でも法を変える必要があることに毎回なる。

これは私だけ出来ることではない。

私と共にこの問題に取り組みたいと思う議会,州議会、政治家達が必要だ。


私は望み、祈る。
私の在任中に2度とこのような事件で家族に哀悼を捧げる必要がないことを。
だが、私の経験上、それは難しいだろう。
こんなことは言いたくないのだけれど。。。

変えることはできるんだ。


今日亡くなった方たちに神のご加護を。
彼らの家族に安らぎを。
戦って傷ついた方々に勇気を


◆感想
実はシカゴの件をNewsで知って、もうとき既に遅しで、
アメリカでは「銃規制で逆に犯罪が増える」という話を信じていました。

しかし、今回のオバマさんのスピーチ、また例として上げられていたオーストラリアの件を調べると、可能なのかもしれないな?と考え直しました。

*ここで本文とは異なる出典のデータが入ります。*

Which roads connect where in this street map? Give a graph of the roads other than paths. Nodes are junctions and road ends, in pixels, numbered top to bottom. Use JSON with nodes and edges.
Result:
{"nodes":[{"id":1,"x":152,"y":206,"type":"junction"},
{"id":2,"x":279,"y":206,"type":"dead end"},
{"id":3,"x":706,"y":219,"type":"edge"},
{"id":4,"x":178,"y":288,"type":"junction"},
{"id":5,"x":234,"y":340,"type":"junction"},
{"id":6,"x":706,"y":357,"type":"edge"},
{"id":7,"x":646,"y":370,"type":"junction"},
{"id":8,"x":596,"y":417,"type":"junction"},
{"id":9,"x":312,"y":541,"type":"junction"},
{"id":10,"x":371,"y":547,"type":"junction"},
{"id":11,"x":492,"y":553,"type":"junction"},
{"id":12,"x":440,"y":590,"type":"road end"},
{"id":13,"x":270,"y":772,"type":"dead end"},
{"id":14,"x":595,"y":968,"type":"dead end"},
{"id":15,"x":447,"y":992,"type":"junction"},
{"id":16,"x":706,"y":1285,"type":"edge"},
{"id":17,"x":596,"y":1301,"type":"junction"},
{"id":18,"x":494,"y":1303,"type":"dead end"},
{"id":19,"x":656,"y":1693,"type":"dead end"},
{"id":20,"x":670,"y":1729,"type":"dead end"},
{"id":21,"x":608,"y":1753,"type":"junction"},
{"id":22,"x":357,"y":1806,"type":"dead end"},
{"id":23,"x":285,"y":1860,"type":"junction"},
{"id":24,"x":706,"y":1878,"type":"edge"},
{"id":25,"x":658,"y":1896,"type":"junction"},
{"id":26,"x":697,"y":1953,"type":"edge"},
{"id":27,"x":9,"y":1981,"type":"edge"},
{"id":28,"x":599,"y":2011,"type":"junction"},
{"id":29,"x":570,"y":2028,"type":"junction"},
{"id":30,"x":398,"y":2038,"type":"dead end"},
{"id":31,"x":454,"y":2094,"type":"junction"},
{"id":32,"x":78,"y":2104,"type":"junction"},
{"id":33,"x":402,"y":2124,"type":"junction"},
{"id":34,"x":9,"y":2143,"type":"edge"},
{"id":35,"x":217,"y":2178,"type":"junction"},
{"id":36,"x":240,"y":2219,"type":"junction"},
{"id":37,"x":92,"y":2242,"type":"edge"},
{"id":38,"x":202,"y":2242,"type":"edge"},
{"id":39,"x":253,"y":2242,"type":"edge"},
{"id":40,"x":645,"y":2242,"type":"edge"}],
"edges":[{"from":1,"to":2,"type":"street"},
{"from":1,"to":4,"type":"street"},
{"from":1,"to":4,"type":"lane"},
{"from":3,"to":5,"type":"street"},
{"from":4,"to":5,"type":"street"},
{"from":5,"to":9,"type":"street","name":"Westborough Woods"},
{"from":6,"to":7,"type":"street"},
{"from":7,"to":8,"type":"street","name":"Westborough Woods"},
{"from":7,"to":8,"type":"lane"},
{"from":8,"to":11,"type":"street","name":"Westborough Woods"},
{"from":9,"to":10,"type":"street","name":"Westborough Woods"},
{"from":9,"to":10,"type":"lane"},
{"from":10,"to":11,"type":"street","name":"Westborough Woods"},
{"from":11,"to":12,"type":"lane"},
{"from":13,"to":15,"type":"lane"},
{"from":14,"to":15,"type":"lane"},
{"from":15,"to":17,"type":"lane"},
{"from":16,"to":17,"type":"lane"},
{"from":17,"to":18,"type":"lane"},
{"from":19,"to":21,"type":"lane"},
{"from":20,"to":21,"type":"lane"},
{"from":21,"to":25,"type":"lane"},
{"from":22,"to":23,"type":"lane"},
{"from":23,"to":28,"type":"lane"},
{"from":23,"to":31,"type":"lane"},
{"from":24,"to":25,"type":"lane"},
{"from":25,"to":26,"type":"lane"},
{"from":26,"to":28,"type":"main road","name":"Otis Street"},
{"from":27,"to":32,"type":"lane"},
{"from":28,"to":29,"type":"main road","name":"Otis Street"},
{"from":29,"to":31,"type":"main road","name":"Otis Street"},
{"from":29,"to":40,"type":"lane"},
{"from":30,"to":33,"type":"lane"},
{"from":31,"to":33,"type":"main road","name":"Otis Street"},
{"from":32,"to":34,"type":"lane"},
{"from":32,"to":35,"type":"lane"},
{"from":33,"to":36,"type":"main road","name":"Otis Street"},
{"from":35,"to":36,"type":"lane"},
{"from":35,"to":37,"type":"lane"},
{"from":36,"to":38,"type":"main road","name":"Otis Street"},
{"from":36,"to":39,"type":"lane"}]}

2002年の映画「ボウリング・フォー・コロンバイン」で銃乱射事件の原因であると全米ライフル協会にインタビューしていた、マイケル・ムーアはこうツイートしていました。

「驚くべき事件だなんて報道するな!ニュースなんかじゃない。これがアメリカの日常じゃないか! 学内の銃乱射事件なんて今年だけでも45件めだ。」